→ Required work:
Search the entries below for "Cotillion". Report each line where it occurs.

[Saved data entries]
+ + + +
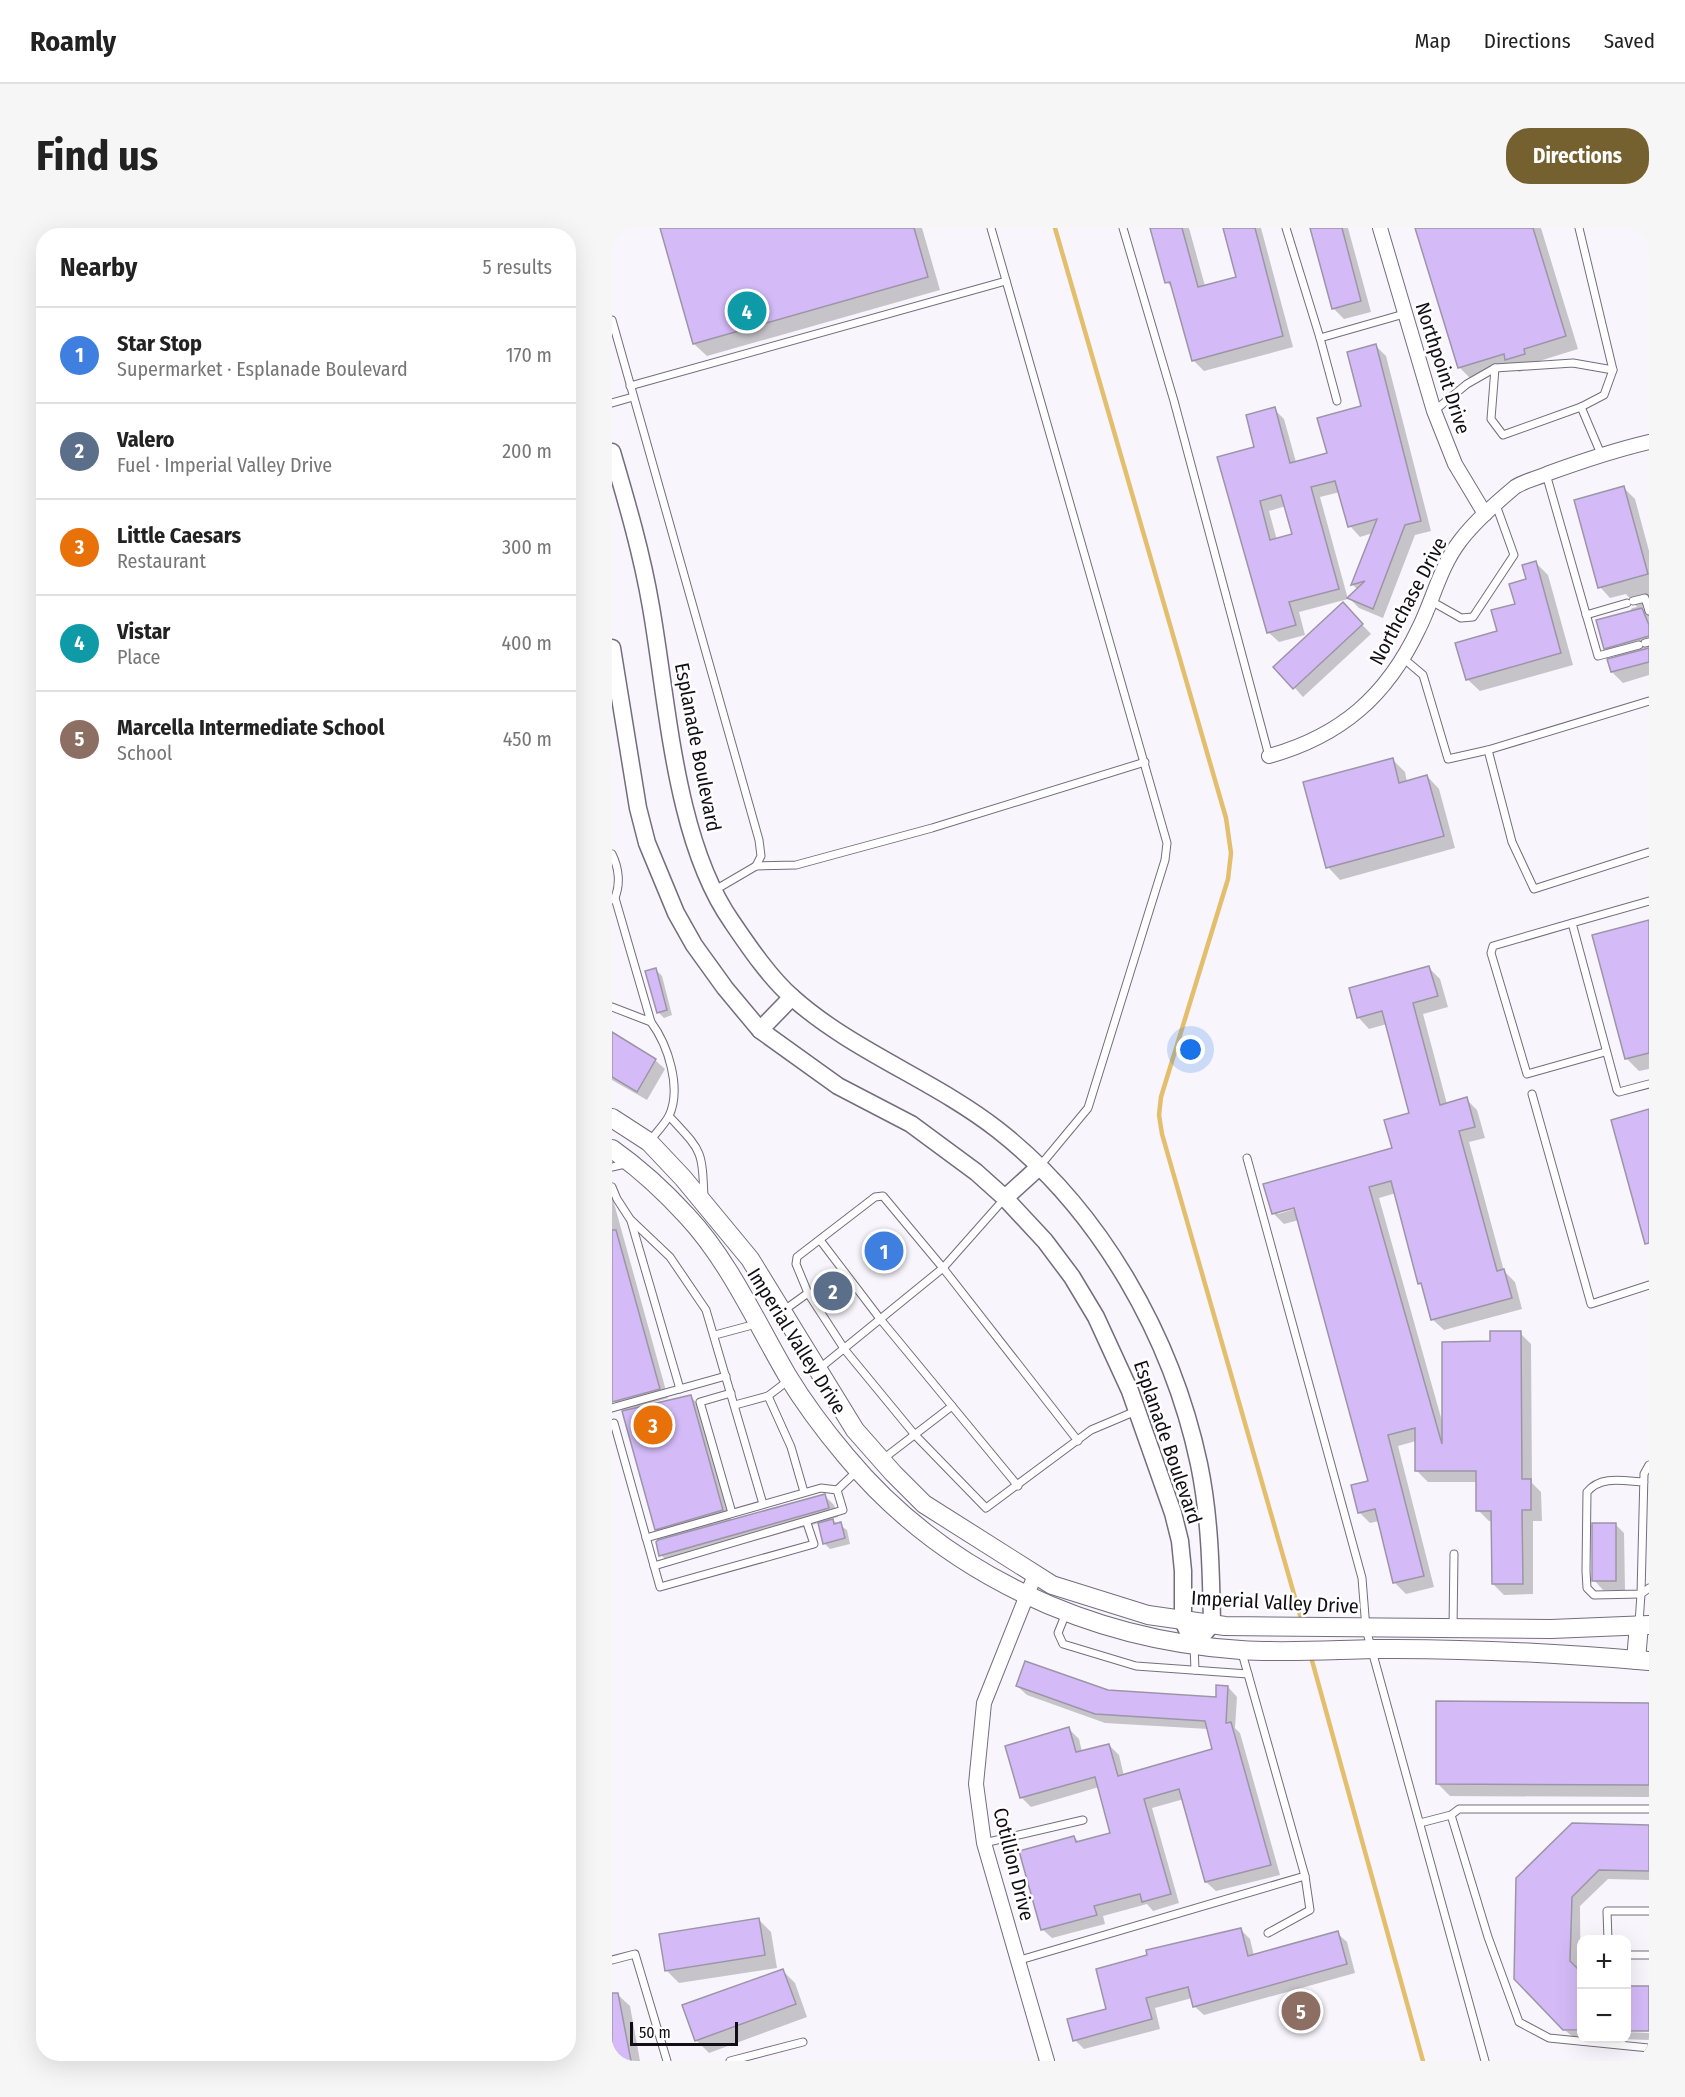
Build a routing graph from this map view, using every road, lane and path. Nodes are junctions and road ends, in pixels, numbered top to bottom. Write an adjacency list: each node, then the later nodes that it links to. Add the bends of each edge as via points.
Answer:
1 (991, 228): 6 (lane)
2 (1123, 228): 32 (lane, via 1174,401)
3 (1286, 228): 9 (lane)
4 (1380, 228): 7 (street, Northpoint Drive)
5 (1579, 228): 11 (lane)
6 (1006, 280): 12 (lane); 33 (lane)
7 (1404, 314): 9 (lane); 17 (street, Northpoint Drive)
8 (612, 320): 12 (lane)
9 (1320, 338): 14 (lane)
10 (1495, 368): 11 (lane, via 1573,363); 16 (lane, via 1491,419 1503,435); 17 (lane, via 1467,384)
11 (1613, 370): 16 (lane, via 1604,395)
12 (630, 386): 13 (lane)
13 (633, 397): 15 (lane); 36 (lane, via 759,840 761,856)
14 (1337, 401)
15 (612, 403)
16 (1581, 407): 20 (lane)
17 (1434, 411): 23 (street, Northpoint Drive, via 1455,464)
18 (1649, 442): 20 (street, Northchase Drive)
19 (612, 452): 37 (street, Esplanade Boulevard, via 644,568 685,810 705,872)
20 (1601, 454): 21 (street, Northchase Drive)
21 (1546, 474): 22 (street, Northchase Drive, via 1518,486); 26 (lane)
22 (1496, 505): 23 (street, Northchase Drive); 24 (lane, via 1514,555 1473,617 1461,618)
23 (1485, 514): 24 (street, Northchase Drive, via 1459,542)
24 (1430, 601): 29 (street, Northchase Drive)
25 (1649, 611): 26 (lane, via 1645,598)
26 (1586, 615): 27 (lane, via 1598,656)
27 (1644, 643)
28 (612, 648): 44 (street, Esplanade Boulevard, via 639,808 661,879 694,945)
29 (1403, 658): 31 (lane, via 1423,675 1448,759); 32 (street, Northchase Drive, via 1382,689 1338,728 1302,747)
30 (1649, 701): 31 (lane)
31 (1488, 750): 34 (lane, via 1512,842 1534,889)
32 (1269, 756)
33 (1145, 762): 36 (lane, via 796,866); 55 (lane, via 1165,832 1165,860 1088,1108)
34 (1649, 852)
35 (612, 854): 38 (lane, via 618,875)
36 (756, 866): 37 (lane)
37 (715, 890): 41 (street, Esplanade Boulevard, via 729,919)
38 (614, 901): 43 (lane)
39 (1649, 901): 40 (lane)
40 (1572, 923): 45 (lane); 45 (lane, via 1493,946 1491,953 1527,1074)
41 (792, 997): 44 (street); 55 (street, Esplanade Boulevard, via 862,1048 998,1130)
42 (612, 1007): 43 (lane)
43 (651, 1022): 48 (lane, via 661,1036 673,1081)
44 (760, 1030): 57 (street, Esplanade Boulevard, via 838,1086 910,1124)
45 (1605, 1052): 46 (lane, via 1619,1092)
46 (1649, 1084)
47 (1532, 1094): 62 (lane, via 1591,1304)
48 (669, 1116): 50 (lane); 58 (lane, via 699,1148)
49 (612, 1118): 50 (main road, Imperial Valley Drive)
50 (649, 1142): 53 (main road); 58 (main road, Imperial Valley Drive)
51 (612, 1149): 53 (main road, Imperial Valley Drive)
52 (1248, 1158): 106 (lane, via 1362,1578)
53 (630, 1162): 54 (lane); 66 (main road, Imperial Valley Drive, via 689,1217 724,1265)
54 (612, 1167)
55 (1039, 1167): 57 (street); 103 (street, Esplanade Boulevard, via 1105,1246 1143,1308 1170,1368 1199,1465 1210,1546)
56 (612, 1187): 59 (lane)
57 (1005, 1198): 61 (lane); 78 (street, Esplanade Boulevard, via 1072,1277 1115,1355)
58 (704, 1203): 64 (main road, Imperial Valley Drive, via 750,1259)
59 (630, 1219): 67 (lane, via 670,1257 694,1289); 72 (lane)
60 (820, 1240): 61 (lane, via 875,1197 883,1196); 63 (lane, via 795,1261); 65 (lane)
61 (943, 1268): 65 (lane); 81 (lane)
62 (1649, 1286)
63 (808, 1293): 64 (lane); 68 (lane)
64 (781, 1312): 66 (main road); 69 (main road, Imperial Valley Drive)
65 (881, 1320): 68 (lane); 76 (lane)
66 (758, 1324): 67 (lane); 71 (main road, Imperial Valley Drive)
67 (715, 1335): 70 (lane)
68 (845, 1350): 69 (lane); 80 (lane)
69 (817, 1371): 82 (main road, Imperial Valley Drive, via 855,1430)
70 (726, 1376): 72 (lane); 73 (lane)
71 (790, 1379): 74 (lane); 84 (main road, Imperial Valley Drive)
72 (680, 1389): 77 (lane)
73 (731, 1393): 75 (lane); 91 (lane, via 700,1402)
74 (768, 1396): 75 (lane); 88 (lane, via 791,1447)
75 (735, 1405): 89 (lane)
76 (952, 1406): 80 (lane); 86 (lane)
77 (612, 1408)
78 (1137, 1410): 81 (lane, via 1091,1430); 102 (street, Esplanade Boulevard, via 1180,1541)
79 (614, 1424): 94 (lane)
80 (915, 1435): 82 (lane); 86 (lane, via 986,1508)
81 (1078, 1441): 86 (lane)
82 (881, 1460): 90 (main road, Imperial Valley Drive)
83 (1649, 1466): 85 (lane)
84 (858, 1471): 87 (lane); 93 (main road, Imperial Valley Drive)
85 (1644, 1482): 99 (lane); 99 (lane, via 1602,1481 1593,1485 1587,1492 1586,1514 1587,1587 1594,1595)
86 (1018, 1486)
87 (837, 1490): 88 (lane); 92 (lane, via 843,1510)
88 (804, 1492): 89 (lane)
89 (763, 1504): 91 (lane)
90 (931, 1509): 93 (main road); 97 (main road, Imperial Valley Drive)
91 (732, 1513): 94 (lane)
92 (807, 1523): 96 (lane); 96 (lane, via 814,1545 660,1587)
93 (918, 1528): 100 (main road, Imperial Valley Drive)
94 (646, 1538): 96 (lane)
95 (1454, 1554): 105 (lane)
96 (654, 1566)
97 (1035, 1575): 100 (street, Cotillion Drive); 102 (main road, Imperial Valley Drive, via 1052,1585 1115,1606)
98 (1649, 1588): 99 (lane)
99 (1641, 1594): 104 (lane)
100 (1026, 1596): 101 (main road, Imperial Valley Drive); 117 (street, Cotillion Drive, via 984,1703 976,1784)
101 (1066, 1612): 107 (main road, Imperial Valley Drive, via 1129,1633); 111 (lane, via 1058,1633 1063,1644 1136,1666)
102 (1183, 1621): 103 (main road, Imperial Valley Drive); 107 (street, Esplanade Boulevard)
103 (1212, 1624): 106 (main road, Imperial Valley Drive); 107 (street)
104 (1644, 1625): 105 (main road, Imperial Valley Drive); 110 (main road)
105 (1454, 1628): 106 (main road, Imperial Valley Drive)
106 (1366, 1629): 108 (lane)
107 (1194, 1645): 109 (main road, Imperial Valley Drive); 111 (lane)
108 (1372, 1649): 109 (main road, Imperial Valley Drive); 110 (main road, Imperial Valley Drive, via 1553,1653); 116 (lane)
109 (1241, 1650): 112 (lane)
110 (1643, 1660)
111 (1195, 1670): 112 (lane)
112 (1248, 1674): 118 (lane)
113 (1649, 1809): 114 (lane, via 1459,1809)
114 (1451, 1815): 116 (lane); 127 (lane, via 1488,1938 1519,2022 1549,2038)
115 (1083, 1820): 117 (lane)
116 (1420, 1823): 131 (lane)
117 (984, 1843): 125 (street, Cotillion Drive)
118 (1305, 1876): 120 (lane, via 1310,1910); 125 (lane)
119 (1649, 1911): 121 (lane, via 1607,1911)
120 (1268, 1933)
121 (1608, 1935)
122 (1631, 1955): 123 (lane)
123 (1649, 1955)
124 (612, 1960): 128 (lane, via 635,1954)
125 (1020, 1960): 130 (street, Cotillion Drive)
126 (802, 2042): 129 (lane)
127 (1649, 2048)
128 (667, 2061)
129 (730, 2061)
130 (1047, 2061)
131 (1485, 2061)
+ + + +
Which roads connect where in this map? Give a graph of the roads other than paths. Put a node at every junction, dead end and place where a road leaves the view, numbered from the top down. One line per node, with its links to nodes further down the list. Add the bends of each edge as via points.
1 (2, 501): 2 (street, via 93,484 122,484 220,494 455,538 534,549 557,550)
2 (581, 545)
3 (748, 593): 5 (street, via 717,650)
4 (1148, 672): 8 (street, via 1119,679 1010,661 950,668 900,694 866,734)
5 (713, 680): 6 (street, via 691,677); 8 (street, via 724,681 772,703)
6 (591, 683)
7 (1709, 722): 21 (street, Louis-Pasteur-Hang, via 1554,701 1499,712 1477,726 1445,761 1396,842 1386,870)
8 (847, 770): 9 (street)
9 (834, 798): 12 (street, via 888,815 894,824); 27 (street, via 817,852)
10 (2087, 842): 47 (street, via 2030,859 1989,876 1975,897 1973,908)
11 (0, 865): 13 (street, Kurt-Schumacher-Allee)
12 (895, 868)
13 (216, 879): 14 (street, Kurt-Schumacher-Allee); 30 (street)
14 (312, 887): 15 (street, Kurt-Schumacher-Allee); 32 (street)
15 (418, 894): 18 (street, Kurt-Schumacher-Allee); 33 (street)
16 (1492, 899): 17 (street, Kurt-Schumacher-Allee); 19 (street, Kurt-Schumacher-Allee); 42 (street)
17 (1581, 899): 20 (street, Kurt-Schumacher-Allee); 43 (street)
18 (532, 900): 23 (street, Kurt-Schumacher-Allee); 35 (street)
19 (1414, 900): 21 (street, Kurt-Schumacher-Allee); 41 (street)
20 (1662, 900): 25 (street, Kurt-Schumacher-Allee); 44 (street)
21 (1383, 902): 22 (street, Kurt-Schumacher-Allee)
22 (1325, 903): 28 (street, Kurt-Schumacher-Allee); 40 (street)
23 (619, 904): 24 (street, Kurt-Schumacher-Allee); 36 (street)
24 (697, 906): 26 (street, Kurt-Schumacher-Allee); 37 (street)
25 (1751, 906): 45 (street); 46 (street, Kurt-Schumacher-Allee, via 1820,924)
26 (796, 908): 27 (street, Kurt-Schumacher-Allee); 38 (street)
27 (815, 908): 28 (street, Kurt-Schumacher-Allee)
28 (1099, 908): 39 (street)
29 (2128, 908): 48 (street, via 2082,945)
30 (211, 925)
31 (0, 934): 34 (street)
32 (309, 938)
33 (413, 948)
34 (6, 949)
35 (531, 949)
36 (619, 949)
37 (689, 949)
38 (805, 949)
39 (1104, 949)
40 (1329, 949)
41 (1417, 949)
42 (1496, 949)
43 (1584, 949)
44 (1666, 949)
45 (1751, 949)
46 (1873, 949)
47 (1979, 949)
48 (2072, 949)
+ + + +
→ Written answer:
97 (1035, 1575): 100 (street, Cotillion Drive); 102 (main road, Imperial Valley Drive, via 1052,1585 1115,1606)
100 (1026, 1596): 101 (main road, Imperial Valley Drive); 117 (street, Cotillion Drive, via 984,1703 976,1784)
117 (984, 1843): 125 (street, Cotillion Drive)
125 (1020, 1960): 130 (street, Cotillion Drive)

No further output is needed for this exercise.